Pull each line with the string "Barbosa" from the entries.

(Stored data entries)
# # # # # # #
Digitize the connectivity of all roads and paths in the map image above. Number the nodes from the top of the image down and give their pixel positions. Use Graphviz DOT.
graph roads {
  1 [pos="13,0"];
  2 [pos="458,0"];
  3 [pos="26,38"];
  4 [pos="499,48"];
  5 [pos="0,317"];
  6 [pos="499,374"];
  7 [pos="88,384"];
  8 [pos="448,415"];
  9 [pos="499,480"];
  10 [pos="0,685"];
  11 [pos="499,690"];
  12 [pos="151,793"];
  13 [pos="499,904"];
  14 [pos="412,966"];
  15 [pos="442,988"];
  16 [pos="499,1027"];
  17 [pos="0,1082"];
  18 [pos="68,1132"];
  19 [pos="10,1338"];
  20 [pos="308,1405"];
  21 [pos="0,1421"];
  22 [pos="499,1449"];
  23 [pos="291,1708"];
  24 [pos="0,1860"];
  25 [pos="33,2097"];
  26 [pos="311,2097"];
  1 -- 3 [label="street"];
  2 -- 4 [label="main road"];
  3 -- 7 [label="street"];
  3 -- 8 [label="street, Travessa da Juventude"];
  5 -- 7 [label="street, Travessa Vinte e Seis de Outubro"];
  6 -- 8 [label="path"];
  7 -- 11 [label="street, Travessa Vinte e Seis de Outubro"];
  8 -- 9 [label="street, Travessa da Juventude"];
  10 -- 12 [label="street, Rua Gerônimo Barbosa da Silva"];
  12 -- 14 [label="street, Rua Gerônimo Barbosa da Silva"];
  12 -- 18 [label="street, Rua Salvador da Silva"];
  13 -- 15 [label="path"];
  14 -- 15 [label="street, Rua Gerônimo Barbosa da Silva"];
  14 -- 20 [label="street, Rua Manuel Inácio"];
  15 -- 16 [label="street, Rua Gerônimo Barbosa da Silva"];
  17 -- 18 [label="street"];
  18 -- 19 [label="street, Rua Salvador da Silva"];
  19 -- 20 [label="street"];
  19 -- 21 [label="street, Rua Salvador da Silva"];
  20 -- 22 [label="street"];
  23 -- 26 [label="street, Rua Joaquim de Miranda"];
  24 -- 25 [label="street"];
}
# # # # # # #
▶ [WRITTEN SOLUTION]:
  10 -- 12 [label="street, Rua Gerônimo Barbosa da Silva"];
  12 -- 14 [label="street, Rua Gerônimo Barbosa da Silva"];
  14 -- 15 [label="street, Rua Gerônimo Barbosa da Silva"];
  15 -- 16 [label="street, Rua Gerônimo Barbosa da Silva"];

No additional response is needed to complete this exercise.